Cholesky nan vs not PD

Albert_T · August 25, 2023, 3:42am

I sometimes get nans in matrices when calling torch.linalg.cholesky. Other times, I get an error message that the matrix is not PD. Under what conditions does cholesky return nan vs throwing a PD error?

andyhahaha · September 5, 2024, 7:10am

I have the same issue.
When I run torch.linalg.cholesky with the same hessian on different GPU server, the behavior is different.
For a6000 GPU, it just return matrix with NaN.
For RTX8000 GPU, it show error message: "LinAlgError: linalg.cholesky: (Batch element 0): The factorization could not be completed because the input is not positive-definite (the leading minor of order 1 is not positive-definite).
"

Is it the bug that torch.linalg.cholesky sometimes doesn’t catch non PD matrix and just generate NaN matrix?

Thanks,
Po-Yu Huang

Soumya_Kundu · September 5, 2024, 2:39pm

Based on this small testing below:

import torch

def test_cholesky_decomposition():
    results = []

    # Test 1: Valid positive definite matrix
    A = torch.tensor([[2.0, 1.0], [1.0, 2.0]])
    try:
        L = torch.linalg.cholesky(A)
        results.append(("Valid PD Matrix", torch.allclose(torch.mm(L, L.t()), A)))
    except Exception as e:
        results.append(("Valid PD Matrix", f"Failed: {str(e)}"))

    # Test 2: Not positive definite matrix
    A = torch.tensor([[1.0, 2.0], [2.0, 1.0]])
    try:
        torch.linalg.cholesky(A)
        results.append(("Not PD Matrix", "Failed to raise error"))
    except Exception as e:
        results.append(("Not PD Matrix", "not positive-definite" in str(e)))

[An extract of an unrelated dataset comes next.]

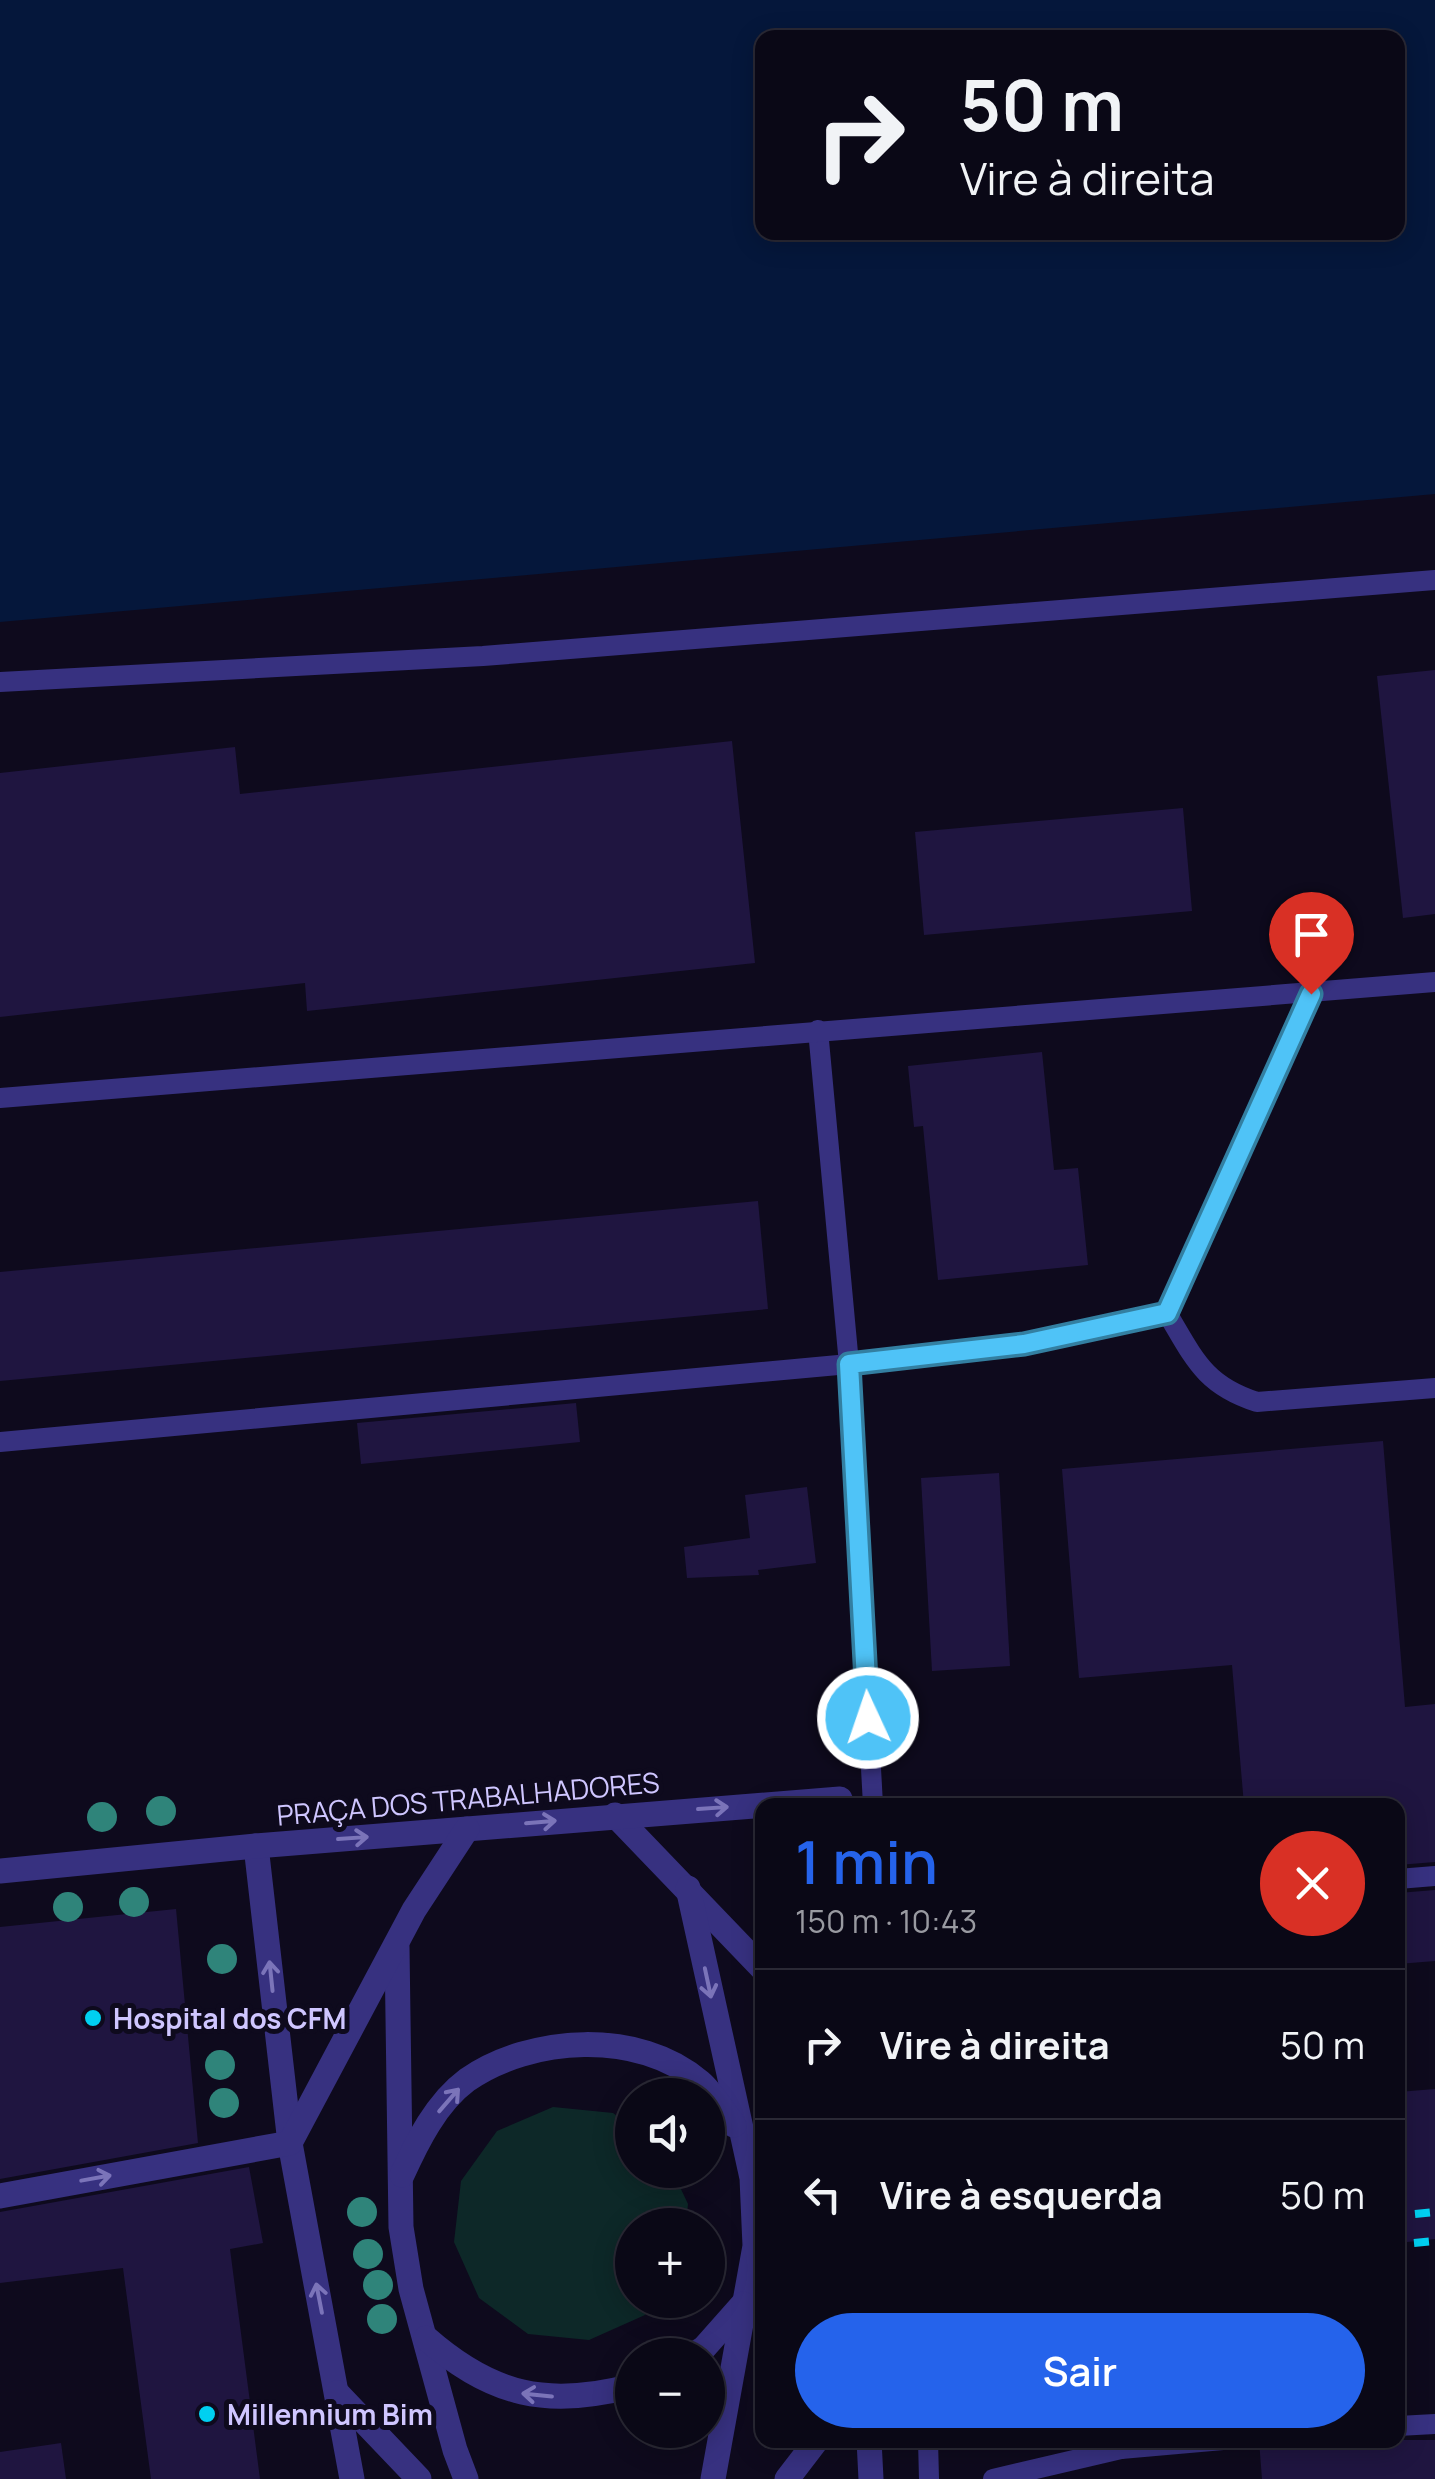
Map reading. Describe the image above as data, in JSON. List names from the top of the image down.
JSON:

    # Test 3: Matrix with NaN
    A = torch.tensor([[1.0, float('nan')], [float('nan'), 1.0]])
    try:
        L = torch.linalg.cholesky(A)
        results.append(("Matrix with NaN", torch.isnan(L).all()))
    except Exception as e:
        results.append(("Matrix with NaN", f"Raised exception: {str(e)}"))

    # Test 4: Almost singular matrix
    A = torch.tensor([[1e-8, 0], [0, 1e-8]])
    try:
        L = torch.linalg.cholesky(A)
        results.append(("Almost Singular Matrix", not torch.isnan(L).any()))
    except Exception as e:
        results.append(("Almost Singular Matrix", f"Raised exception: {str(e)}"))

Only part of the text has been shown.